Ontologie Relationnelle Radicale (ORR)
1. Point de départ
L’Ontologie Relationnelle Radicale (ORR) constitue le socle théorique de ma recherche artistique. Je suis entrée dans le champ ontologique à partir d’un questionnement plastique et écologique : comment penser le rapport entre l’humain et le vivant sans reconduire une séparation implicite entre les deux ? Les tensions contemporaines — extraction, marchandisation, protection, conservation — m’ont conduite à interroger non pas seulement les formes visibles du vivant, mais les régimes relationnels qui le structurent.
2. Postulat
L’ORR part d’un principe simple : Aucune entité — humaine, végétale, matérielle, technique — n’existe isolément. Toute forme est une configuration dynamique de relations. Ces relations peuvent être écologiques, historiques, économiques, techniques ou symboliques. Lorsqu’elles sont intensifiées, simplifiées ou interrompues, le statut même du vivant se transforme. Ce qui change, ce n’est pas seulement la matière. C’est l’architecture relationnelle qui la soutient.
3. Radicalité
Le terme “Radicale” ne renvoie pas à une posture idéologique, mais à un déplacement méthodologique. Il s’agit de penser à la racine (radix) des relations. Plutôt que d’opposer nature et culture, humain et non-humain, vivant et technique, l’ORR observe les zones de tension, d’interdépendance et de contraction où ces distinctions deviennent instables. L’ontologie n’est pas ici un système clos, mais un outil d’analyse des transformations contemporaines.
4. Traduction plastique
Dans ma pratique, cette ontologie se matérialise à travers des dispositifs d’encapsulation. La résine, matière synthétique issue de processus industriels mondialisés, agit comme un opérateur critique. Elle conserve tout en immobilisant. Elle protège tout en signalant l’irréversibilité. La résine devient le dernier arrêt du vivant. Les oeuvres ne représentent pas le vivant. Elles condensent des relations : circulations économiques, standardisation biologique, intensification agricole, suspension des cycles écologiques. Ce qui se fige n’est jamais seulement un fragment végétal. C’est une trajectoire.

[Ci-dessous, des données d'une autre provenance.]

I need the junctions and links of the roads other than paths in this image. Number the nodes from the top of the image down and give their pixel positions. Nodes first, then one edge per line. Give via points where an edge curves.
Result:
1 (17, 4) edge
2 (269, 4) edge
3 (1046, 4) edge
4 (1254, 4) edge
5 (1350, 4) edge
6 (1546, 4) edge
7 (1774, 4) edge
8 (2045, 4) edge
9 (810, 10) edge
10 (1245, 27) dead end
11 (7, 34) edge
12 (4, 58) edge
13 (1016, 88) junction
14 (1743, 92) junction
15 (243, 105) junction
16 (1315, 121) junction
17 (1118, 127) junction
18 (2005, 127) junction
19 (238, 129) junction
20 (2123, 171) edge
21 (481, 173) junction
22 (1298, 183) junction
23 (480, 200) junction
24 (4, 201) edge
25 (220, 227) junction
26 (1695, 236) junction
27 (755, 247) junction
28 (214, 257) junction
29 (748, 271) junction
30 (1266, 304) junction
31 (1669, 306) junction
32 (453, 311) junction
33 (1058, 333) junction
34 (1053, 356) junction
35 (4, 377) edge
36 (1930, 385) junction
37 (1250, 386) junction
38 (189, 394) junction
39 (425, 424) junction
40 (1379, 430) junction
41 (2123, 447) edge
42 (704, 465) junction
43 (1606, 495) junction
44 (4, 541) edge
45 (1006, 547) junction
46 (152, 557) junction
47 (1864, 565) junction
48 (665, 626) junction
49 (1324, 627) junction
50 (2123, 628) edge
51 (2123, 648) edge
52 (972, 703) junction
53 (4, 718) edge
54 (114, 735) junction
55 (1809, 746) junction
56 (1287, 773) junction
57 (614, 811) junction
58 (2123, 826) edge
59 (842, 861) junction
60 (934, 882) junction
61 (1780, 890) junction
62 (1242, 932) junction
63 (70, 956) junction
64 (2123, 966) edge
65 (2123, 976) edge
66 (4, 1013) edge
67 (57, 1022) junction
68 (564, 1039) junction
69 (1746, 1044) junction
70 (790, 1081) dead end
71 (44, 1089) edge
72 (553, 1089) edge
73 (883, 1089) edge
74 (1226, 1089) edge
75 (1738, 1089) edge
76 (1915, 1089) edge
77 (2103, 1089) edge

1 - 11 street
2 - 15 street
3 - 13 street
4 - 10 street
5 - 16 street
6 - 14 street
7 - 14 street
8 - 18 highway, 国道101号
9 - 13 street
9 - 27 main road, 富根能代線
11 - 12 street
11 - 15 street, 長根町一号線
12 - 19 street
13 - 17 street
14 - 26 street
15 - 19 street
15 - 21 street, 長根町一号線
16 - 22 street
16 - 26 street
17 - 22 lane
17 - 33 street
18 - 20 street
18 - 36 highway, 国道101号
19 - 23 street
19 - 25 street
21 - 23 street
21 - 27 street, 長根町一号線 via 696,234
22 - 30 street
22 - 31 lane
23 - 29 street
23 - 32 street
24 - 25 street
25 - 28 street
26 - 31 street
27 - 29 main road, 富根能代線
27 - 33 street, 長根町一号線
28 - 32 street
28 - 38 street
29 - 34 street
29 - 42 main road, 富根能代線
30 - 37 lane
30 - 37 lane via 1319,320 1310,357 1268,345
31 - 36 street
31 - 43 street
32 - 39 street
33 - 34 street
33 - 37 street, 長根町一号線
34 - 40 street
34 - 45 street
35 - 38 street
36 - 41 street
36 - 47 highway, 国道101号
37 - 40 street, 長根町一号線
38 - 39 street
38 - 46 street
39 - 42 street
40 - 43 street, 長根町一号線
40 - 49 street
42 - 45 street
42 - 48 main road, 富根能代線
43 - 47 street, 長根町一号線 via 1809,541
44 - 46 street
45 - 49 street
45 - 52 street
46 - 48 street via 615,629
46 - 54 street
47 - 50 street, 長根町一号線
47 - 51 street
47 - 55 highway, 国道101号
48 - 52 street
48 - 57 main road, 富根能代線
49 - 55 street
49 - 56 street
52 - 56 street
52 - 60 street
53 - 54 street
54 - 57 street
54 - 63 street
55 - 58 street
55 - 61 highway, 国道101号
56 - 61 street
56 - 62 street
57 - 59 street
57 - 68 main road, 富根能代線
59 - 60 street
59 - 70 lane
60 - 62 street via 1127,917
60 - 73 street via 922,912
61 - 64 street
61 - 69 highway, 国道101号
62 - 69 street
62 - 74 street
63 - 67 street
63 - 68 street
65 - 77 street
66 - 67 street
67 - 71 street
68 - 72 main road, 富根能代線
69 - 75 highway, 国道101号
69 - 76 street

5. Terrain d’expérimentation
Parallèlement à ma recherche artistique, j’ai développé un terrain socio-économique d’expérimentation avec Passionplants.fr autour du modèle de l’Écocroissance. Ce terrain me permet d’observer concrètement les régimes contemporains de production, de rareté et de valorisation du vivant. L’ORR ne se construit donc pas en surplomb théorique, mais dans un va-et-vient constant entre pratique, économie et dispositif plastique.
6. Hypothèse de travail
Le vivant ne peut être appréhendé comme entité autonome. Il doit être compris comme configuration relationnelle en transformation. Mes oeuvres rendent perceptible ce moment où ces relations se contractent, se fragmentent ou se reconfigurent. Elles n’apportent pas de solution. Elles exposent un état.